A few days ago, I read a proof from Hardy and Wright saying if $a_n$ is an integer sequence and if
$$\lim_{n\to \infty}\frac n{a_n}=0$$
then
$$\sum_{n=0}^\infty10^{-a_n}$$
is irrational.
Unfortunately, I can't find the proof again. If someone knows the proof or knows where to find it I would be very grateful.
Thanks in advance!
Here is a proof I just whipped up.
Show:
If $a_n$ is a positive increasing sequence of integers and $\dfrac{n}{a_n} \to 0 $ and $b \ge 2$ is an integer then $S =\sum_{n=1}^{\infty} b^{-a_n} $ is irrational.
First, since $a_n \ge n$, $\sum_{n=1}^{\infty} b^{-a_n} $ converges.

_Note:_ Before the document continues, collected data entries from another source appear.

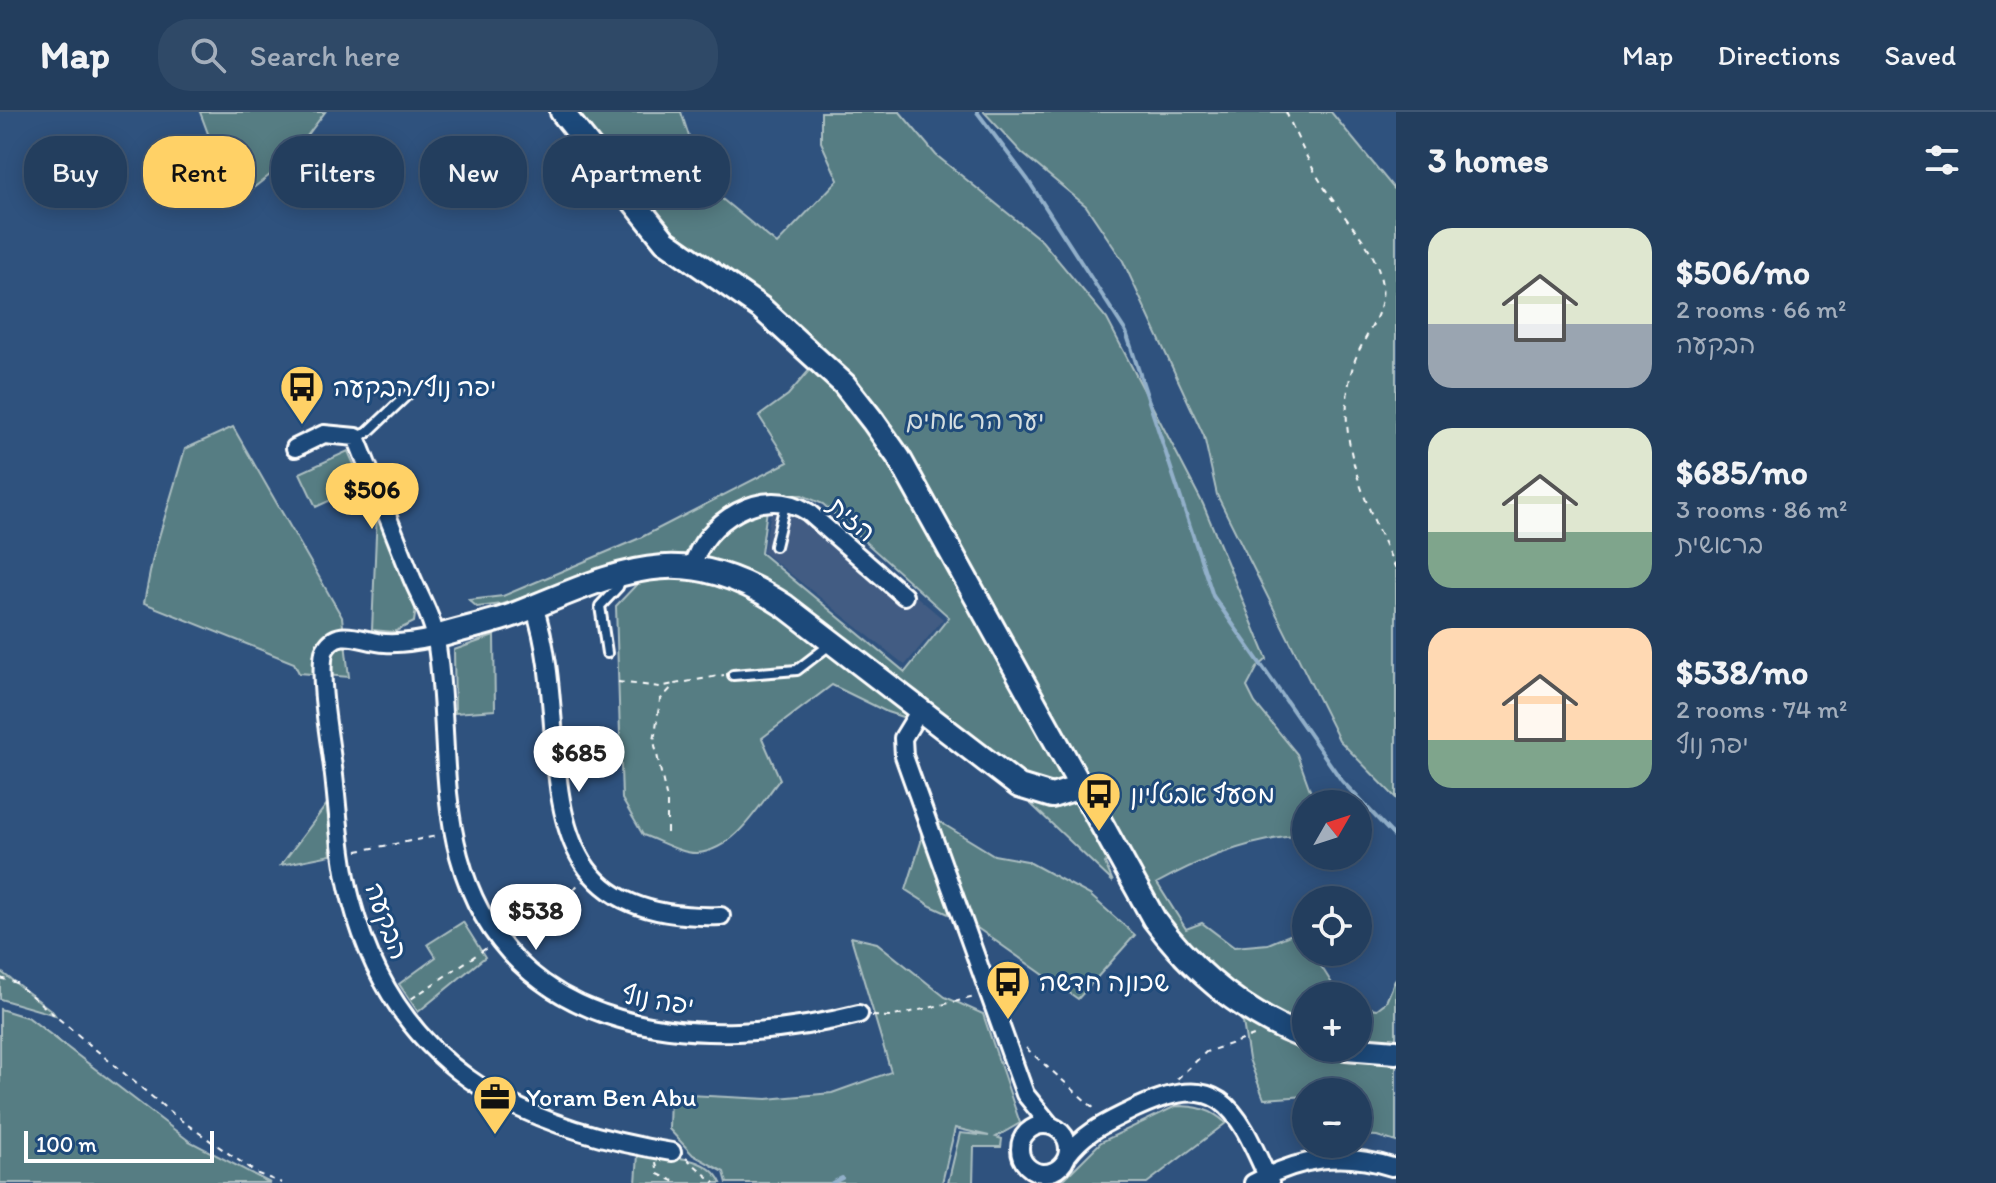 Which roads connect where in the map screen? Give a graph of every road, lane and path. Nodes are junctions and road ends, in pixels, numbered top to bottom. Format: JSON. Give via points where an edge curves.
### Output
{"nodes":[{"id":1,"x":562,"y":112,"type":"edge"},
{"id":2,"x":1286,"y":112,"type":"edge"},
{"id":3,"x":407,"y":395,"type":"dead end"},
{"id":4,"x":356,"y":437,"type":"junction"},
{"id":5,"x":295,"y":448,"type":"dead end"},
{"id":6,"x":785,"y":505,"type":"junction"},
{"id":7,"x":775,"y":546,"type":"dead end"},
{"id":8,"x":692,"y":567,"type":"junction"},
{"id":9,"x":1396,"y":569,"type":"edge"},
{"id":10,"x":623,"y":573,"type":"junction"},
{"id":11,"x":904,"y":596,"type":"dead end"},
{"id":12,"x":534,"y":606,"type":"junction"},
{"id":13,"x":436,"y":637,"type":"junction"},
{"id":14,"x":832,"y":642,"type":"junction"},
{"id":15,"x":607,"y":653,"type":"dead end"},
{"id":16,"x":733,"y":675,"type":"joint"},
{"id":17,"x":618,"y":682,"type":"dead end"},
{"id":18,"x":675,"y":684,"type":"junction"},
{"id":19,"x":920,"y":710,"type":"junction"},
{"id":20,"x":1080,"y":787,"type":"junction"},
{"id":21,"x":454,"y":833,"type":"junction"},
{"id":22,"x":667,"y":833,"type":"dead end"},
{"id":23,"x":342,"y":854,"type":"junction"},
{"id":24,"x":592,"y":874,"type":"junction"},
{"id":25,"x":721,"y":916,"type":"dead end"},
{"id":26,"x":501,"y":943,"type":"junction"},
{"id":27,"x":0,"y":978,"type":"edge"},
{"id":28,"x":988,"y":993,"type":"junction"},
{"id":29,"x":400,"y":1007,"type":"junction"},
{"id":30,"x":859,"y":1014,"type":"joint"},
{"id":31,"x":1292,"y":1031,"type":"edge"},
{"id":32,"x":1264,"y":1035,"type":"dead end"},
{"id":33,"x":1005,"y":1040,"type":"junction"},
{"id":34,"x":1372,"y":1050,"type":"edge"},
{"id":35,"x":1396,"y":1052,"type":"edge"},
{"id":36,"x":1174,"y":1081,"type":"dead end"},
{"id":37,"x":1025,"y":1094,"type":"junction"},
{"id":38,"x":1102,"y":1124,"type":"junction"},
{"id":39,"x":1056,"y":1128,"type":"junction"},
{"id":40,"x":1023,"y":1138,"type":"junction"},
{"id":41,"x":666,"y":1151,"type":"junction"},
{"id":42,"x":1067,"y":1156,"type":"junction"},
{"id":43,"x":1023,"y":1160,"type":"junction"},
{"id":44,"x":1392,"y":1167,"type":"dead end"},
{"id":45,"x":1040,"y":1178,"type":"edge"},
{"id":46,"x":1264,"y":1181,"type":"edge"},
{"id":47,"x":282,"y":1183,"type":"edge"},
{"id":48,"x":678,"y":1183,"type":"edge"},
{"id":49,"x":715,"y":1183,"type":"edge"},
{"id":50,"x":1023,"y":1183,"type":"edge"}],
"edges":[{"from":1,"to":20,"type":"main road","via":[[665,241],[761,308],[844,384],[873,421],[899,458]]},
{"from":2,"to":9,"type":"path","via":[[1310,165],[1378,260],[1383,291],[1378,313],[1347,390],[1348,451]]},
{"from":3,"to":4,"type":"lane"},
{"from":4,"to":5,"type":"street","via":[[324,434]]},
{"from":4,"to":13,"type":"street","name":"יפה נוף"},
{"from":6,"to":7,"type":"lane"},
{"from":6,"to":8,"type":"street","name":"הזית","via":[[755,506],[723,519],[702,541]]},
{"from":6,"to":11,"type":"street","name":"הזית","via":[[807,511]]},
{"from":8,"to":10,"type":"main road"},
{"from":8,"to":14,"type":"main road","via":[[759,590]]},
{"from":10,"to":12,"type":"main road"},
{"from":10,"to":15,"type":"lane","via":[[600,606]]},
{"from":12,"to":13,"type":"main road"},
{"from":12,"to":24,"type":"street","via":[[547,663],[558,795],[571,839]]},
{"from":13,"to":21,"type":"street","name":"יפה נוף"},
{"from":13,"to":23,"type":"street","name":"הבקעה","via":[[392,643],[346,635],[326,646]]},
{"from":14,"to":16,"type":"lane","via":[[797,670]]},
{"from":14,"to":19,"type":"main road"},
{"from":16,"to":18,"type":"path"},
{"from":17,"to":18,"type":"path"},
{"from":18,"to":22,"type":"path","via":[[660,700],[654,741],[667,800]]},
{"from":19,"to":20,"type":"main road","via":[[1028,791],[1052,796]]},
{"from":19,"to":28,"type":"street","via":[[903,738],[903,753]]},
{"from":20,"to":31,"type":"main road","via":[[1139,897],[1185,957],[1238,1002]]},
{"from":21,"to":23,"type":"path"},
{"from":21,"to":26,"type":"street","name":"יפה נוף","via":[[468,885]]},
{"from":23,"to":29,"type":"street","name":"הבקעה","via":[[365,943]]},
{"from":24,"to":25,"type":"street","via":[[617,897],[645,911],[679,918]]},
{"from":24,"to":26,"type":"path"},
{"from":26,"to":29,"type":"path"},
{"from":26,"to":30,"type":"street","name":"יפה נוף","via":[[545,985],[575,1004],[648,1025],[753,1032]]},
{"from":27,"to":47,"type":"path","via":[[16,983],[175,1116],[258,1174]]},
{"from":28,"to":30,"type":"path","via":[[890,1017]]},
{"from":28,"to":33,"type":"street"},
{"from":29,"to":41,"type":"street","name":"הבקעה","via":[[441,1057],[502,1102],[568,1130]]},
{"from":32,"to":36,"type":"path","via":[[1206,1052]]},
{"from":33,"to":37,"type":"street"},
{"from":33,"to":38,"type":"path","via":[[1037,1057]]},
{"from":34,"to":35,"type":"main road"},
{"from":37,"to":39,"type":"street"},
{"from":37,"to":40,"type":"street"},
{"from":38,"to":39,"type":"street"},
{"from":38,"to":42,"type":"street"},
{"from":38,"to":46,"type":"street","via":[[1174,1092],[1204,1093],[1236,1116]]},
{"from":39,"to":40,"type":"street","via":[[1033,1128]]},
{"from":39,"to":42,"type":"street","via":[[1067,1142]]},
{"from":40,"to":43,"type":"street"},
{"from":41,"to":48,"type":"path","via":[[656,1171]]},
{"from":41,"to":49,"type":"path","via":[[680,1153]]},
{"from":42,"to":45,"type":"street","via":[[1060,1168]]},
{"from":43,"to":45,"type":"street"},
{"from":43,"to":50,"type":"street"},
{"from":44,"to":46,"type":"street","via":[[1351,1157],[1323,1157],[1295,1163]]}]} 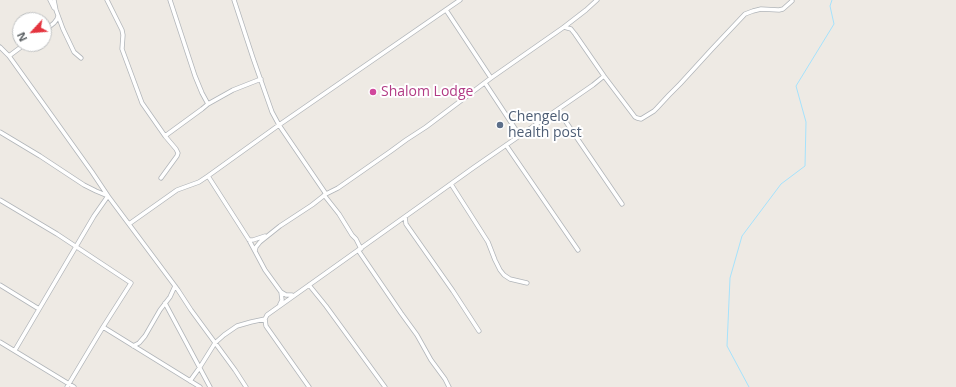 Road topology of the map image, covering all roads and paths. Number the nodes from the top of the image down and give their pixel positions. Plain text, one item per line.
1 (50, 0) edge
2 (54, 0) edge
3 (107, 0) edge
4 (170, 0) edge
5 (234, 0) edge
6 (460, 0) edge
7 (596, 0) edge
8 (792, 2) dead end
9 (56, 10) junction
10 (446, 10) junction
11 (58, 15) junction
12 (52, 25) edge
13 (564, 28) junction
14 (0, 47) edge
15 (15, 52) edge
16 (9, 56) junction
17 (80, 58) dead end
18 (604, 76) junction
19 (491, 78) junction
20 (261, 79) junction
21 (485, 83) junction
22 (208, 104) junction
23 (555, 112) junction
24 (280, 125) junction
25 (0, 132) edge
26 (165, 136) junction
27 (520, 136) junction
28 (506, 145) junction
29 (208, 176) junction
30 (161, 178) dead end
31 (451, 184) junction
32 (325, 194) junction
33 (108, 196) junction
34 (0, 200) edge
35 (622, 204) dead end
36 (405, 217) junction
37 (398, 222) junction
38 (129, 224) junction
39 (406, 224) junction
40 (270, 234) junction
41 (249, 240) junction
42 (76, 247) junction
43 (359, 250) junction
44 (578, 250) dead end
45 (255, 251) junction
46 (526, 283) dead end
47 (0, 285) edge
48 (308, 285) junction
49 (175, 286) junction
50 (281, 292) junction
51 (293, 295) junction
52 (165, 303) junction
53 (280, 305) junction
54 (39, 309) junction
55 (265, 319) junction
56 (102, 327) junction
57 (479, 331) dead end
58 (0, 342) edge
59 (215, 343) junction
60 (133, 346) junction
61 (15, 350) junction
62 (200, 367) junction
63 (190, 381) junction
64 (68, 385) edge
65 (74, 387) edge
66 (200, 387) edge
67 (210, 387) edge
68 (246, 387) edge
69 (309, 387) edge
70 (386, 387) edge
71 (449, 387) edge

1 - 9 street
2 - 9 street
3 - 26 street
4 - 22 street
5 - 20 street
6 - 10 street
7 - 13 street
8 - 18 street
9 - 11 street
10 - 19 street
10 - 24 street
11 - 12 street
11 - 17 street
13 - 18 street
13 - 19 street
14 - 16 street
15 - 16 street
16 - 33 street
18 - 23 street
19 - 21 street
20 - 22 street
20 - 24 street
21 - 27 street
21 - 32 street
22 - 26 street
23 - 27 street
23 - 35 street
24 - 29 street
24 - 32 street
25 - 33 street
26 - 30 street
27 - 28 street
28 - 31 street
28 - 44 street
29 - 38 street
29 - 41 street
31 - 36 street
31 - 46 street
32 - 40 street
32 - 43 street
33 - 38 street
33 - 42 street
34 - 42 street
36 - 37 street
36 - 39 street
37 - 39 street
37 - 43 street
38 - 49 street
39 - 57 street
40 - 41 street
40 - 45 street
41 - 45 street
42 - 54 street
42 - 56 street
43 - 48 street
43 - 71 street
45 - 50 street
47 - 54 street
48 - 51 street
48 - 70 street
49 - 52 street
49 - 59 street
50 - 51 street
50 - 53 street
51 - 53 street
52 - 60 street
52 - 62 street
53 - 55 street
54 - 61 street
55 - 59 street
55 - 69 street
56 - 60 street
56 - 64 street
58 - 61 street
59 - 62 street
59 - 68 street
60 - 63 street
61 - 64 street
62 - 63 street
62 - 67 street
63 - 66 street
64 - 65 street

Let $S_m =\sum_{n=1}^{m} b^{-a_n} $ and $T_m =\sum_{n=m+1}^{\infty} b^{-a_n} $.
$S_m =\sum_{n=1}^{m} b^{-a_n} =b^{-a_m}\sum_{n=1}^{m} b^{a_m-a_n} =\dfrac{\sum_{n=1}^{m} b^{a_m-a_n}}{b^{a_m}} =\dfrac{s_m}{b^{a_m}} $.
$\begin{array}\\ T_m &=\sum_{n=m+1}^{\infty} b^{-a_n}\\ &=b^{-a_{m+1}}\sum_{n=m+1}^{\infty} b^{a_{m+1}-a_n}\\ &\le b^{-a_{m+1}}\sum_{n=m+1}^{\infty} b^{m+1-n}\\ &= b^{-a_{m+1}}\sum_{n=0}^{\infty} b^{-n}\\ &= \dfrac1{(1-1/b)b^{a_{m+1}}}\\ &\le \dfrac{2}{b^{a_{m+1}}}\\ \end{array} $
Therefore
$\begin{array}\\ |S-S_m| &=|S-\dfrac{s_m}{b^{a_m}}|\\ &=T_m\\ &\le \dfrac{2}{b^{a_{m+1}}}\\ &= \dfrac{s_m}{b^{a_{m}}}\dfrac{2}{s_m(b^{a_{m+1}-a_m})}\\ &= S_m\dfrac{2}{s_m(b^{a_{m+1}-a_m})}\\ \end{array} $
If $S$ is rational, then $b^{a_{m+1}-a_m} $ is bounded, so $a_{m+1}-a_m $ is bounded.
If $a_{m+1}-a_m \le c$ for some $c > 0$, then $a_{m+k}-a_m \le ck$ or $a_{m+k} \le a_m+ck$ or $\dfrac{a_{m+k}}{m+k} \le \dfrac{a_m+ck}{m+k}$ or
$\begin{array}\\ \dfrac{m+k}{a_{m+k}} &\ge \dfrac{m+k}{a_m+ck}\\ &= \dfrac{m+k}{a_m+ck}-\dfrac{1}{c}+\dfrac{1}{c}\\ &= \dfrac{c(m+k)-(a_m+ck)}{a_m+ck}+\dfrac{1}{c}\\ &= \dfrac{cm-a_m}{a_m+ck}+\dfrac{1}{c}\\ &\ge \dfrac{1}{2c}\\ \end{array} $
for large enough $k$ which contradicts $\dfrac{n}{a_n} \to 0$.